Merken

Feldlager mit Rollator

Um Großenhainer Senioren einen schönen Tag zu machen, öffnet ein Sammler für sie seine Panzerhalle. Das macht Erinnerungen lebendig.

Teilen
Folgen
© Anne Hübschmann

Von Birgit Ulbricht

Großenhain. Die Szene ist makaber. Aber nur auf den ersten Blick. Ein alter Herr schiebt seinen Rollator an einen alten T-34 heran, betastet den kalten Stahl. Schlimme Erinnerungen an Stalingrad, an die Kriegsgefangenschaft werden wach. Und doch war es ein Stück, wahrscheinlich das prägendste Stück seines Lebens. Um leben, um erinnern, manchmal auch aufblühen, lachen, weinen oder schweigen geht es Steffen Kummerlöw, wenn er mit seinen Senioren zu ganz besonderen Ausflügen loszieht.

Diesmal hat der Leiter des Großenhainer Seniorenheims „Pro Civitate“ seine Gruppe zum Abrissunternehmer Wolfgang Bothur gefahren. Der sammelt in seiner Freizeit Panzer und stellt sie in einer Halle aus. Es ist ein reiner Herrenausflug. „Feldlager“ hat es Steffen Kummerlöw genannt – ein Russenkäppi aufgesetzt, Tabletten und Verpflegung eingepackt und die Truppe aus Meißen und Großenhain in Kleinbusse verfrachtet.

Die meisten sitzen im Rollstuhl, als es munter zwischen den Hallen durch geht. Jedes alte Fahrzeug wird beäugt, manchmal kommt ein „Ja, damit sind die Russen bei uns auch durch den Ort gefahren“ oder ein „Der hat vielleicht Staubwolken gemacht, wenn er losgefahren ist“.

Manche schweigen hartnäckig den ganzen Vormittag. Doch als sie an den Tischen zwischen den Panzern eine Bockwurst und ein Bier in die Hand gedrückt bekommen, lächeln sie doch. „Alfred, ein Bier? Die Mutti ist nicht da.“ Alfred grummelt und fasst zu. Es gibt Suppe, Knacker, Hackepeter. Wer will, bekommt ein Schnäpschen. Danach gibt Kummerlöw eine Runde Tabletten aus. Jeder bekommt von den Betreuern seine Tablettenbox.

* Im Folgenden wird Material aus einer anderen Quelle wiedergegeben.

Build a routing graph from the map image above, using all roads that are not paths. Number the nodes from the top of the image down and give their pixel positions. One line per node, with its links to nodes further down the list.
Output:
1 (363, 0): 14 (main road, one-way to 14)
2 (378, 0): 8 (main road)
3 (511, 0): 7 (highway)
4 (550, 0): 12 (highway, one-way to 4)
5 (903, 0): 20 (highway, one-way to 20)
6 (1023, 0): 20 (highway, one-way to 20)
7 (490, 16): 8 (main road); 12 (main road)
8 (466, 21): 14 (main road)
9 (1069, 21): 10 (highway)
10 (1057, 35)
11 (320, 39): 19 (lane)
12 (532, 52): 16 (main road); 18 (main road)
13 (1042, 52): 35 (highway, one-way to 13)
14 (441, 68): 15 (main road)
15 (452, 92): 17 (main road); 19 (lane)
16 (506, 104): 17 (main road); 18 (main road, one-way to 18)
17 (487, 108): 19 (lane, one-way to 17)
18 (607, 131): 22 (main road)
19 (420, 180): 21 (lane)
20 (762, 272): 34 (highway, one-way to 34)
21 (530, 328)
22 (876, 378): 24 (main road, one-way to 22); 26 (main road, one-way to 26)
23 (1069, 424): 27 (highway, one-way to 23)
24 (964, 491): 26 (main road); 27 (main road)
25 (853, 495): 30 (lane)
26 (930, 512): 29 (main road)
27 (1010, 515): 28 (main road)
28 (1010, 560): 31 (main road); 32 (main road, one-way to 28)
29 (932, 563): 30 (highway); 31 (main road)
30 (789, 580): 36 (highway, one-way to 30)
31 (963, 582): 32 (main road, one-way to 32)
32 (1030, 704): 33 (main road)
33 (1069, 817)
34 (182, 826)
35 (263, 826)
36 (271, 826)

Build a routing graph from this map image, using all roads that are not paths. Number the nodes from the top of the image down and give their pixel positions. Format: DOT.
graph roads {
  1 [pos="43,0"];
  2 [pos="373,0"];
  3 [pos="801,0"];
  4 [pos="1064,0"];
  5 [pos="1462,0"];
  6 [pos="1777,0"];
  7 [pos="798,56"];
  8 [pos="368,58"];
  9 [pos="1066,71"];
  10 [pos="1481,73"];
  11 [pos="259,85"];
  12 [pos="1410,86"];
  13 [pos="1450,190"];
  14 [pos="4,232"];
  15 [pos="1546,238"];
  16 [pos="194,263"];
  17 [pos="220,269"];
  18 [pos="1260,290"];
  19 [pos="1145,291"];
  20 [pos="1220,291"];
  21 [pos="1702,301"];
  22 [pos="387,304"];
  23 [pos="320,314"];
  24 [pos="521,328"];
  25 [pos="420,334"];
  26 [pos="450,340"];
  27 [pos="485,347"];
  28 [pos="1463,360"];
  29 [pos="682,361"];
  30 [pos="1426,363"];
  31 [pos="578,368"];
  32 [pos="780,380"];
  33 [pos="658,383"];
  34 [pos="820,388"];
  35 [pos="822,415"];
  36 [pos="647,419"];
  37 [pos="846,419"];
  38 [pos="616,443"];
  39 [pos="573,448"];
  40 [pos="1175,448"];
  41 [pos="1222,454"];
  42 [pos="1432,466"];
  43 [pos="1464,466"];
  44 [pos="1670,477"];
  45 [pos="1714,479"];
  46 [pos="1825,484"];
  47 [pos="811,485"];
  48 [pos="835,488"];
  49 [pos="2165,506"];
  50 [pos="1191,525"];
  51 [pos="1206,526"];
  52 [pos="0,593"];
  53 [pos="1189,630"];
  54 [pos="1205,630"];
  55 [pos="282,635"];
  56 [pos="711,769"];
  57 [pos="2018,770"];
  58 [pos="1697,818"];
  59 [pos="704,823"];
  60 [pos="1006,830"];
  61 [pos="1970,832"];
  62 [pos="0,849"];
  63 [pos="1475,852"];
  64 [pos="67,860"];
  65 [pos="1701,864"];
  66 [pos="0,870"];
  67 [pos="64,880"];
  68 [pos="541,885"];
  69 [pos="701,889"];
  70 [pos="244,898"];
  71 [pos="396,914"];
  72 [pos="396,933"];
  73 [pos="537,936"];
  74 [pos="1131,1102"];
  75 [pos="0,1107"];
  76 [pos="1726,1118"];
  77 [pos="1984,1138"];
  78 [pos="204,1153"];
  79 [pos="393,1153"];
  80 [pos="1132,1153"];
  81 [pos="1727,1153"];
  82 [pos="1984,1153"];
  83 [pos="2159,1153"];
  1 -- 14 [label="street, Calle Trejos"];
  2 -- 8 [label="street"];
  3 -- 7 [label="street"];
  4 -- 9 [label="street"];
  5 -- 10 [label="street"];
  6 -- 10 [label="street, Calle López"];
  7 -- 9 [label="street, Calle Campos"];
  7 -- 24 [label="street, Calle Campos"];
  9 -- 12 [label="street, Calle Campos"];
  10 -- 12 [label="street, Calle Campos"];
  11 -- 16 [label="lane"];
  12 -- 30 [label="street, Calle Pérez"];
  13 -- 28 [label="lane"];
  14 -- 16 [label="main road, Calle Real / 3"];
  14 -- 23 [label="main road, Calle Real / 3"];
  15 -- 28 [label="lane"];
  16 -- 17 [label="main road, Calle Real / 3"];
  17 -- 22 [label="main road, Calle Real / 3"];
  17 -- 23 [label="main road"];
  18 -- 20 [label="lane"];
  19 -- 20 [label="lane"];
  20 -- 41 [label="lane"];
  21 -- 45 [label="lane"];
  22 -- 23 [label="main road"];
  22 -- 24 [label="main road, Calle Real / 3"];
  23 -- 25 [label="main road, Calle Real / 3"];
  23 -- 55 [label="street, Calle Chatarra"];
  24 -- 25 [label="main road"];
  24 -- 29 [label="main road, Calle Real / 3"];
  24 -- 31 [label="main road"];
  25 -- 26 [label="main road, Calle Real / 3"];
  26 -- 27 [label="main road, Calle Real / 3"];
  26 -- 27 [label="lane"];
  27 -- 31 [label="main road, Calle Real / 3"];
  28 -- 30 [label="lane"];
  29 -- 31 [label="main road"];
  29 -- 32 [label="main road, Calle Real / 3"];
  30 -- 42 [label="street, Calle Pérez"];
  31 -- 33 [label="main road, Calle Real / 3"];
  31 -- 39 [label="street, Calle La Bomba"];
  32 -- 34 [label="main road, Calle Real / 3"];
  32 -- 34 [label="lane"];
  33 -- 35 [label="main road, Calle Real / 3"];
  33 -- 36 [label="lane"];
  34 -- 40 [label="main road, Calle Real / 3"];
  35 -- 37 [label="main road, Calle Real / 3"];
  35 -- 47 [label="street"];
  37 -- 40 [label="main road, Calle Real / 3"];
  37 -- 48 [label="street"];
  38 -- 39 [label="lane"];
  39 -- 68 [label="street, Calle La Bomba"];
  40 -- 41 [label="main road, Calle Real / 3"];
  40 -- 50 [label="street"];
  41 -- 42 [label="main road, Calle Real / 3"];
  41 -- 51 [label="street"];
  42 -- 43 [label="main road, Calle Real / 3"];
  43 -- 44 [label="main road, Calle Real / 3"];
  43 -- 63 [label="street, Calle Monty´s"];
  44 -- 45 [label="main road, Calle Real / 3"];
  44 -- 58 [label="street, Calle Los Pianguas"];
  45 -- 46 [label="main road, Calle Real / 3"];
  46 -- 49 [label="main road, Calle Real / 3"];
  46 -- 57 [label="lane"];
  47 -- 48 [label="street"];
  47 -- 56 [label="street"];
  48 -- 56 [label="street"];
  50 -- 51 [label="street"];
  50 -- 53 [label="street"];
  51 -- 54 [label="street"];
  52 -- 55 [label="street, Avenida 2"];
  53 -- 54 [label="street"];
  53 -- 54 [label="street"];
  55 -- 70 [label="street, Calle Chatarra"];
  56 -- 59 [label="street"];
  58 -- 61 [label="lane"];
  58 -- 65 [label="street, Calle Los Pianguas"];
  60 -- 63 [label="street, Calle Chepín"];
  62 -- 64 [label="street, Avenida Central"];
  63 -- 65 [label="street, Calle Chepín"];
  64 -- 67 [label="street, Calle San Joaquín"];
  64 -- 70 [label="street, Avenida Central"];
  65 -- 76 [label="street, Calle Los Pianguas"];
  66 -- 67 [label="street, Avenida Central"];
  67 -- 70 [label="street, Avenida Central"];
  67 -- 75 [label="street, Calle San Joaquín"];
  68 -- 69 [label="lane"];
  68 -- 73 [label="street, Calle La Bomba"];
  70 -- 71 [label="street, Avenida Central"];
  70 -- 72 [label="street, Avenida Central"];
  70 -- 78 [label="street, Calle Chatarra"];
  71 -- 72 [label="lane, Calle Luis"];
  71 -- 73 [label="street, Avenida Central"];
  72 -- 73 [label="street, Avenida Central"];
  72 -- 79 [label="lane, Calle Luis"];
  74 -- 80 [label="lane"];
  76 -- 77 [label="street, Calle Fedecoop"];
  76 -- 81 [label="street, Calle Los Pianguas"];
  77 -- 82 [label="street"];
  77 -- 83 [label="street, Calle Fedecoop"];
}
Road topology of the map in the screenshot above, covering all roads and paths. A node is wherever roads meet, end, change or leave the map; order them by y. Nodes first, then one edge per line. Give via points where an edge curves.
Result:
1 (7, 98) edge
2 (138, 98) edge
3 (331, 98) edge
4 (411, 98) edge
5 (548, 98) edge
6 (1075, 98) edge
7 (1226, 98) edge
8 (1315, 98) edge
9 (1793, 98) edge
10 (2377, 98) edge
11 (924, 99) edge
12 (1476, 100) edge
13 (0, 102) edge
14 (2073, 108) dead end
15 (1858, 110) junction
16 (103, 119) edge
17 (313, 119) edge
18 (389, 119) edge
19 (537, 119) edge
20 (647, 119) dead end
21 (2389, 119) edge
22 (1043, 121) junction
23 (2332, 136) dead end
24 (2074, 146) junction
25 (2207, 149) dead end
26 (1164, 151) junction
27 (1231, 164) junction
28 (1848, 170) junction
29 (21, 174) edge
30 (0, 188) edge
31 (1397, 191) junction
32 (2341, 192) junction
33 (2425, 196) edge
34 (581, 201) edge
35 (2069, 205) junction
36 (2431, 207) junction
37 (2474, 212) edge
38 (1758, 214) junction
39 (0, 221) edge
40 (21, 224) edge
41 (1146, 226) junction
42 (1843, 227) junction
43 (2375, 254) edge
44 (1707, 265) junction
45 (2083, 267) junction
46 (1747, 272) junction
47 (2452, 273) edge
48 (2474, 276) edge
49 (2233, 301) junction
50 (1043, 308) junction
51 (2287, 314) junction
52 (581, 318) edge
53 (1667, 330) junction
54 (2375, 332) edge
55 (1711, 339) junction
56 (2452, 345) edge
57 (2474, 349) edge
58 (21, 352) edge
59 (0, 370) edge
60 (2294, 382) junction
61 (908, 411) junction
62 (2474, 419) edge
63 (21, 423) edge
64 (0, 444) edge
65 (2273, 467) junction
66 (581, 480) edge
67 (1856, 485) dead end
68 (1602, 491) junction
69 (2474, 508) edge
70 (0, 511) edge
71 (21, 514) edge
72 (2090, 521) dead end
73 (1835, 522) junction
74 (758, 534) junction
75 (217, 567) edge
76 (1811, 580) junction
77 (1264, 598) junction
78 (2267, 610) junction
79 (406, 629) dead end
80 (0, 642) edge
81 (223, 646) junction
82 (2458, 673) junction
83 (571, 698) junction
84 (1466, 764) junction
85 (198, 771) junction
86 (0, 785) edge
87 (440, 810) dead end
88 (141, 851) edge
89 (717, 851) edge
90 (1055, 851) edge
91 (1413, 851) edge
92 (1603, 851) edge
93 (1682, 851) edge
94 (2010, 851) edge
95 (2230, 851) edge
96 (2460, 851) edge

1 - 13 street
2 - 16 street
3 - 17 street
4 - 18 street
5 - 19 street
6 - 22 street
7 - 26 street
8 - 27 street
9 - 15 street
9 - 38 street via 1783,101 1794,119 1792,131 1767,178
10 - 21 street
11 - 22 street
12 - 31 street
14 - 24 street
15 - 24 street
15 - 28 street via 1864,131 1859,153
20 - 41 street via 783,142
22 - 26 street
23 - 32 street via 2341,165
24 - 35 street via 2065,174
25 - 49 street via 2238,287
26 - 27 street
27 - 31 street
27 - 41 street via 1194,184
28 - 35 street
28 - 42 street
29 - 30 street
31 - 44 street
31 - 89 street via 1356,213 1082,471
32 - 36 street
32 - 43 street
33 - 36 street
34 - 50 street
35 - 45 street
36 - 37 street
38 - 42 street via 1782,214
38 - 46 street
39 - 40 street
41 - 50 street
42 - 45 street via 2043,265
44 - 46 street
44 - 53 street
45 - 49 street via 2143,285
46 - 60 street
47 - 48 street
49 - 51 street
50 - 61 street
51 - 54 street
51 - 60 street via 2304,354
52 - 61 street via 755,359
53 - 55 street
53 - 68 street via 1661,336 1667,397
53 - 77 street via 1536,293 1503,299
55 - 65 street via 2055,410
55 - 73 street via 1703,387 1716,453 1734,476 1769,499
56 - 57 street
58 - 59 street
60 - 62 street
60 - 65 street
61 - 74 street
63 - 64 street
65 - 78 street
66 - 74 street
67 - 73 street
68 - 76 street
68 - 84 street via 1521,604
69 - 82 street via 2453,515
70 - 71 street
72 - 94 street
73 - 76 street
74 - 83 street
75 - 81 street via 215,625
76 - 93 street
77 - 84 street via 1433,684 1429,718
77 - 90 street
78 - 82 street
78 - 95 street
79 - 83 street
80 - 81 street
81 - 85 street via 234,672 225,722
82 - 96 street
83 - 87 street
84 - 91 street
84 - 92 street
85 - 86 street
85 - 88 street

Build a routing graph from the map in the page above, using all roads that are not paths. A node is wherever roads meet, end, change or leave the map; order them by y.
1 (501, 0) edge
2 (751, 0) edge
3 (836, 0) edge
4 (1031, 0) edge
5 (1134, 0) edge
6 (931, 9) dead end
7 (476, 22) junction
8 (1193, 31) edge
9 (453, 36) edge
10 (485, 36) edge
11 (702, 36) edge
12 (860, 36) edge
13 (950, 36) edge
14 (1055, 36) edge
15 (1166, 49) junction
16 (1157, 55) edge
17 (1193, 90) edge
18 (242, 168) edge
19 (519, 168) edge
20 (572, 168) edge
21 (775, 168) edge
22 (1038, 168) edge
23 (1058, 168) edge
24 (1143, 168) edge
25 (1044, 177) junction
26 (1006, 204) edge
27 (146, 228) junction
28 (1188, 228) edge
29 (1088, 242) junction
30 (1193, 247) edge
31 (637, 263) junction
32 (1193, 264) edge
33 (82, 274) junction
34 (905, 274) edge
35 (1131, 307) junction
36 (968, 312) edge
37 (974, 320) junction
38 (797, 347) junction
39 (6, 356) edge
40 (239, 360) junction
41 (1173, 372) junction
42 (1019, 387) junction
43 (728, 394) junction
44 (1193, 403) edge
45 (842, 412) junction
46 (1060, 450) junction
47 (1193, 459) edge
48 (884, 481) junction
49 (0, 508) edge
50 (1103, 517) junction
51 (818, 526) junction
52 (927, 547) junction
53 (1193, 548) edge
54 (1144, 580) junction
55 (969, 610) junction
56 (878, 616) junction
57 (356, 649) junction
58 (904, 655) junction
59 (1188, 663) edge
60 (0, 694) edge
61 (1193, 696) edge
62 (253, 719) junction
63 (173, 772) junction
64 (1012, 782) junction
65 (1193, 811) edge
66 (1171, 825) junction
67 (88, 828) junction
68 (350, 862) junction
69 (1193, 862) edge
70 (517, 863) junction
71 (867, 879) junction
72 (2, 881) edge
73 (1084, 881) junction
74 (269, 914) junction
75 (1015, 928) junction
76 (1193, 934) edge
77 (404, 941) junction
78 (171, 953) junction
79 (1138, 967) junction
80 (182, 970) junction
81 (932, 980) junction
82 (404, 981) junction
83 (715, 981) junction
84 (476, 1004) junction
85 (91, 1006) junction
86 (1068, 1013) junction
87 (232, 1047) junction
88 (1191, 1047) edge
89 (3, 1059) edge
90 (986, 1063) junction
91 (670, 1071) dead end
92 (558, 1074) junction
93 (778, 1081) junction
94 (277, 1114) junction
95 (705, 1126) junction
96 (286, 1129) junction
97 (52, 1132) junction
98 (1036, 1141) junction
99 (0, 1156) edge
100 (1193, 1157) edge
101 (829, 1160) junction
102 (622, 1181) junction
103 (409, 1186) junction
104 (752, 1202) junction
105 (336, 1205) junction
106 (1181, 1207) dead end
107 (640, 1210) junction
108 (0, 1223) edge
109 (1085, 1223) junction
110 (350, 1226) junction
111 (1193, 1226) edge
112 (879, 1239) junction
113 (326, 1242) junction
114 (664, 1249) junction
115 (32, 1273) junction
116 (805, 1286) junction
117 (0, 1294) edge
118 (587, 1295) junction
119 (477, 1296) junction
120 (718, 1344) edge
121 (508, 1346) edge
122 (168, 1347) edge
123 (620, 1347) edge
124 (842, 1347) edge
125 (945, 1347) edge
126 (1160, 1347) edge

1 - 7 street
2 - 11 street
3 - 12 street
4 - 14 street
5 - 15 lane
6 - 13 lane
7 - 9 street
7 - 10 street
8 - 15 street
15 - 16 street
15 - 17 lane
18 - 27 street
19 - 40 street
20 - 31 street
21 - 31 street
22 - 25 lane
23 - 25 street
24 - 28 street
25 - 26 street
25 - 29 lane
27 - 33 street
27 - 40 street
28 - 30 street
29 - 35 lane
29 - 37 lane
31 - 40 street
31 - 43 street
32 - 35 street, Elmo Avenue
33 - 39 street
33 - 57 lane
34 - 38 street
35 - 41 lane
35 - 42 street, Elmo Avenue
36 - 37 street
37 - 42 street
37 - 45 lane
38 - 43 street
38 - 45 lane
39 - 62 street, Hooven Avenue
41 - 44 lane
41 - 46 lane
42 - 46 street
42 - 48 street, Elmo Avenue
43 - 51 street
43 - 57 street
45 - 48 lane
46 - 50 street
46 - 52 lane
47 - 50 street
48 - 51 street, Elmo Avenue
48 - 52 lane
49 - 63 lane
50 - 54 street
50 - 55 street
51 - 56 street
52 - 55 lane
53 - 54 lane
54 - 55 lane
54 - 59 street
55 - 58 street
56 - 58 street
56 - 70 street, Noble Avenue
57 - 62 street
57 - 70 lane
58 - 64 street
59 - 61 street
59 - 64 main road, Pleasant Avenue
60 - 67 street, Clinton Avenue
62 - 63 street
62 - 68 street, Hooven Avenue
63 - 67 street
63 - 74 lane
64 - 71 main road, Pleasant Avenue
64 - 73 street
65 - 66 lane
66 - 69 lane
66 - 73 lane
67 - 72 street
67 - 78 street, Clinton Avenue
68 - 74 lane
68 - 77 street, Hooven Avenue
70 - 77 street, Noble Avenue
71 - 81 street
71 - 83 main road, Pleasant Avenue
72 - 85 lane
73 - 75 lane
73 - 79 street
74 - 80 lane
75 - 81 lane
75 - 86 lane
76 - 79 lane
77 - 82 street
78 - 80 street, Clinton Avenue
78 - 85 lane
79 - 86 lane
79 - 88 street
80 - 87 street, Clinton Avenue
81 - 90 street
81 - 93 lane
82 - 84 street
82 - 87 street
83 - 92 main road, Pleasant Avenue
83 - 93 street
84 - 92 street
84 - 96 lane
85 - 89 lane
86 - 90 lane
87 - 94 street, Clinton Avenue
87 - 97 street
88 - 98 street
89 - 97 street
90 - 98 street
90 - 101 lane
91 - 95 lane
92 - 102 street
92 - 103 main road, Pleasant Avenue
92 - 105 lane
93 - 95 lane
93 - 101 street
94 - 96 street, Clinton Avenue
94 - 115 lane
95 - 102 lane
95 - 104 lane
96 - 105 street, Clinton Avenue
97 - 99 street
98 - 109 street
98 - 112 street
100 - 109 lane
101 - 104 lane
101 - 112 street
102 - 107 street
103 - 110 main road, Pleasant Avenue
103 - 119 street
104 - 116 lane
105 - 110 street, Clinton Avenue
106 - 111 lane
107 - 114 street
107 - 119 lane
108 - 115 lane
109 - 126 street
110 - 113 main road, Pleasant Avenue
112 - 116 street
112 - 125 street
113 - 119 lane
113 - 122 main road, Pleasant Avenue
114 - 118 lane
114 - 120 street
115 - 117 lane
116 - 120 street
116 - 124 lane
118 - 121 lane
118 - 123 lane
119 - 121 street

Doch heute ist das natürlich etwas ganz anderes als im Heim, selbst wenn die alten Herrschaften da sehr gut versorgt sind. Heute sind die Damen zu Hause geblieben, heute sind die Männer unter sich. Es wird geraucht und gelästert, es gibt die allerfettesten Speckscheiben, die man sich vorstellen kann, und die Brötchen werden mit Feld-Taschenmessern geschmiert.

Zum Abschluss des Ausfluges wird Kummerlöw seine Rentner wieder in die Kleinbusse einpacken und mit ihnen zum Flugplatz fahren – da startet dann ein kleines Flugzeug von der langen Landebahn – und die Kleinbusse fahren ein Stück auf der Landebahn nebenher, ganz so, als könnten sie mitfliegen.

Steffen Kummerlöw bezeichnet sich gern als Verrückten. „Sterben kann man auch im Pflegeheim“, antwortet er auf die Frage, ob der Ausflug nicht für den ein oder anderen zu anstrengend sei. Schließlich ist für alles gesorgt, samt Betreuer – auch Angehörige sind mitgekommen. Familiärer Anschluss ist dem Leiter wichtig. Seine Senioren waren im Arbeitsleben Krankenfahrer, Schlosser, Ladenbesitzer oder Jockey wie Axel. Letzterer ist nur mitgefahren, weil Kummerlöw etwas gemogelt und erzählt hat, es gehe nach Hoppegarten.

Aber Axel hat dem Chef die Flunkerei verziehen. Seit einem Schlaganfall sitzt er im Rollstuhl, kann sich nur schlecht verständlich machen. Jeder hat irgendetwas – die Betreuer nehmen das mit Humor, geradezu Entertainment. Was nicht verdeckt, hier geht es um die Pflege von alten Menschen.

Wie Kummerlöw auf seine Ausflugsideen kommt? „Man muss nur zuhören, worüber sie sich unterhalten, woran sie sich erinnern“, sagt er lapidar. Und pflegen die Frauen als Pendant Damen-Runden? „Nu klar, wir haben am Donnerstag alle Osterbrunnen im Landkreis abgeklappert“, sagt Kummerlöw begeistert und schmiert seinen alten Herren noch ein paar Brötchen.